Facing things head on can be tough, especially when your mind is all over the place and you’re not sure what to feel. For DWNTWN’s Jamie Leffler, the band’s debut album, Racing Time, was a safe place to question life’s mysteries while healing herself in the process. For the listener, we’re able to pinpoint our issues a lot easier when there’s a song written about them and this record is a bittersweet healer of all things painful.
“You don’t even know how to realize fate don’t exist, it’s only a state of mind,” sings Leffler and Robert Cepeda in lead single, “Bloodshot Eyes” – a reminder that things are only as we see them and any situation can be changed just by a different way of thinking. Love can be misinterpreted but so can hate. The line of, “Fuck, I don’t know what I am doing anymore,” a relevant sentiment in our current society where we build up illusions of pretty scenes to fill our minds up, blocking out all of the unsettling things we’ve come to view as normal.
Racing Time, in part, is Leffler’s story on losing her father at age 14 – something the singer touched briefly on in “Heroine” off the band’s 2014 self-titled EP. Tracks like “Drowning,” “Sticks & Stones” and the devastating “Fourteen,” opened some wounds for the singer as she vividly paints us a picture of what it was like growing up with a famous parent all while losing him too quickly.

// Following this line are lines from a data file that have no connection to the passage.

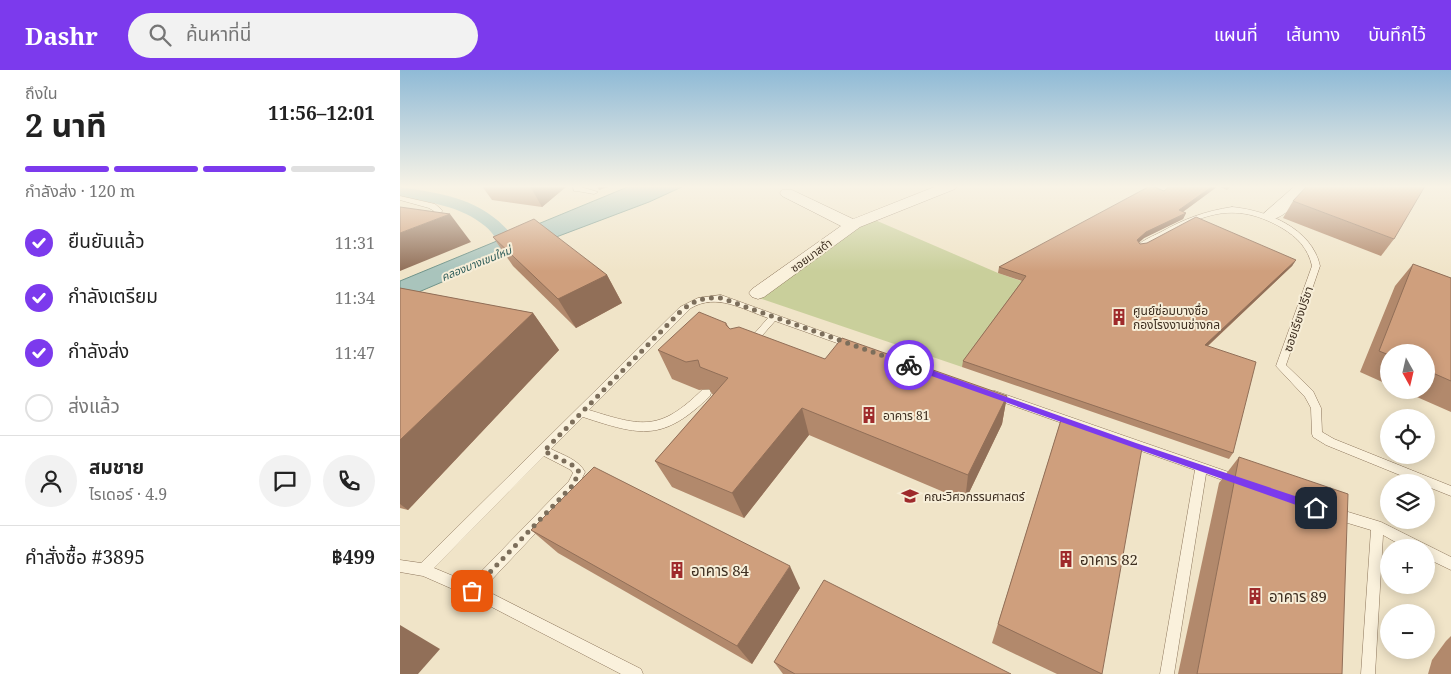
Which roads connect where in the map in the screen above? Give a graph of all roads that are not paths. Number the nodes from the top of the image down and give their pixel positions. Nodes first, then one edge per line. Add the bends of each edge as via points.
1 (437, 214) edge
2 (830, 214) edge
3 (880, 214) edge
4 (1203, 214) edge
5 (1260, 214) edge
6 (1272, 214) edge
7 (1269, 216) junction
8 (431, 222) edge
9 (855, 224) junction
10 (1141, 246) edge
11 (758, 293) dead end
12 (773, 318) junction
13 (858, 347) edge
14 (742, 352) edge
15 (980, 390) edge
16 (706, 393) edge
17 (582, 412) junction
18 (544, 451) junction
19 (1201, 469) junction
20 (1246, 484) edge
21 (1451, 492) edge
22 (1324, 510) edge
23 (1377, 526) junction
24 (1402, 539) edge
25 (1435, 556) edge
26 (1451, 564) edge
27 (400, 566) edge
28 (424, 570) junction
29 (472, 591) junction
30 (636, 674) edge
31 (1167, 674) edge
32 (1368, 674) edge

1 - 8 lane
2 - 9 street
3 - 9 street, ซอยมาสด้า
4 - 10 lane, ซอยเรียงปรีชา via 1192,217
5 - 7 lane, ซอยเรียงปรีชา
6 - 7 street
7 - 21 lane, ซอยเรียงปรีชา via 1300,237 1315,255 1316,266 1281,366 1309,394 1316,408 1316,434
9 - 11 street, ซอยมาสด้า
12 - 13 lane
12 - 14 lane
12 - 17 lane via 721,298 707,297 695,301 683,309
15 - 19 lane
16 - 17 lane via 690,410 655,426 625,426
17 - 18 lane
18 - 28 lane
18 - 29 lane via 576,467 578,477
19 - 20 lane
19 - 31 lane
22 - 23 lane
23 - 24 lane
23 - 32 lane
25 - 26 lane
27 - 28 lane
28 - 29 lane
29 - 30 lane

“Love Someone” touches on the topic of renegade hearts who will never commit set to DWNTWN’s glorious signature indie/electro-pop while “Pioneer Square,” an old favorite from the band’s 2012 debut EP, Cowboys, gets a revamp as Leffler’s vocals kill us softly with every word.

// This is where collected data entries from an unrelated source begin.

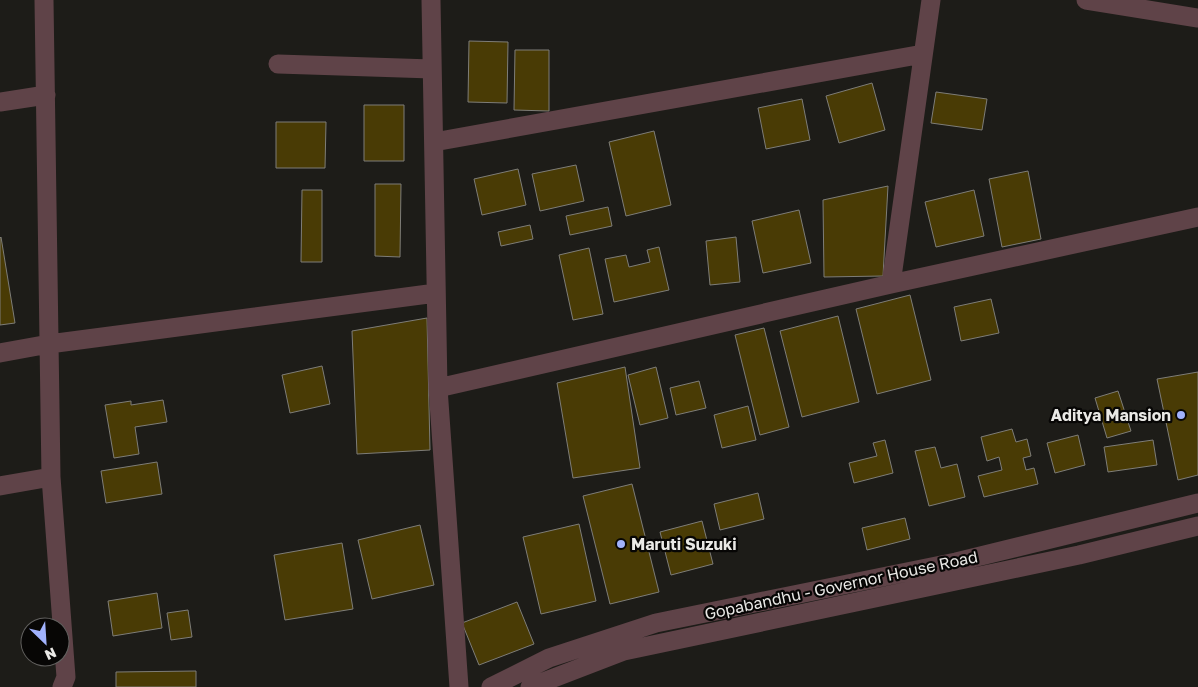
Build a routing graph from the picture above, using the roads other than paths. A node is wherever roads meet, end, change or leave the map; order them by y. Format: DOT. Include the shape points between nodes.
graph roads {
  1 [pos="44,0"];
  2 [pos="431,0"];
  3 [pos="931,0"];
  4 [pos="1086,0"];
  5 [pos="1198,18"];
  6 [pos="923,54"];
  7 [pos="278,64"];
  8 [pos="432,69"];
  9 [pos="46,95"];
  10 [pos="0,102"];
  11 [pos="434,142"];
  12 [pos="1198,217"];
  13 [pos="891,284"];
  14 [pos="436,293"];
  15 [pos="49,344"];
  16 [pos="0,353"];
  17 [pos="438,388"];
  18 [pos="51,477"];
  19 [pos="0,486"];
  20 [pos="1198,503"];
  21 [pos="1198,526"];
  22 [pos="67,684"];
  23 [pos="458,687"];
  24 [pos="491,687"];
  25 [pos="530,687"];
  1 -- 9 [label="street"];
  2 -- 8 [label="street"];
  3 -- 6 [label="street"];
  4 -- 5 [label="street"];
  6 -- 11 [label="street"];
  6 -- 13 [label="street"];
  7 -- 8 [label="street"];
  8 -- 11 [label="street"];
  9 -- 10 [label="street"];
  9 -- 15 [label="street"];
  11 -- 14 [label="street"];
  12 -- 13 [label="street"];
  13 -- 17 [label="street"];
  14 -- 15 [label="street"];
  14 -- 17 [label="street"];
  15 -- 16 [label="street"];
  15 -- 18 [label="street"];
  17 -- 23 [label="street"];
  18 -- 19 [label="street"];
  18 -- 22 [label="street"];
  20 -- 24 [label="street, Gopabandhu - Governor House Road" via="956,562 656,623 549,658"];
  21 -- 25 [label="street, Gopabandhu - Governor House Road" via="1079,555 624,650"];
}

Speaking of killing us (in the best possible way, of course) nothing beats the urgency of “Lonely.” “A storm is brewing in my mind. I’m racing time,” sings Leffler in the chorus; a track to specifically take on a long night drive to clear your head.
“Little Night Song” is a reminder of everything we never took a chance on while the aforementioned “Back & Forth” confronts the things we cannot seem to comprehend while in the moment. “Is it human to become so lost?” Somehow, I get the feeling that it’ll always be this way but “everyone is gonna die someday,” so all we can do is revel in the confusion, as hard as it may be.
Closing out the album with the 1962 classic of “As The Sparrow Goes” with stepmom, Carlene Carter, one chapter closes as another begins. Perhaps foreshadowing into their next release? We sure hope so.
Racing Time is available now here.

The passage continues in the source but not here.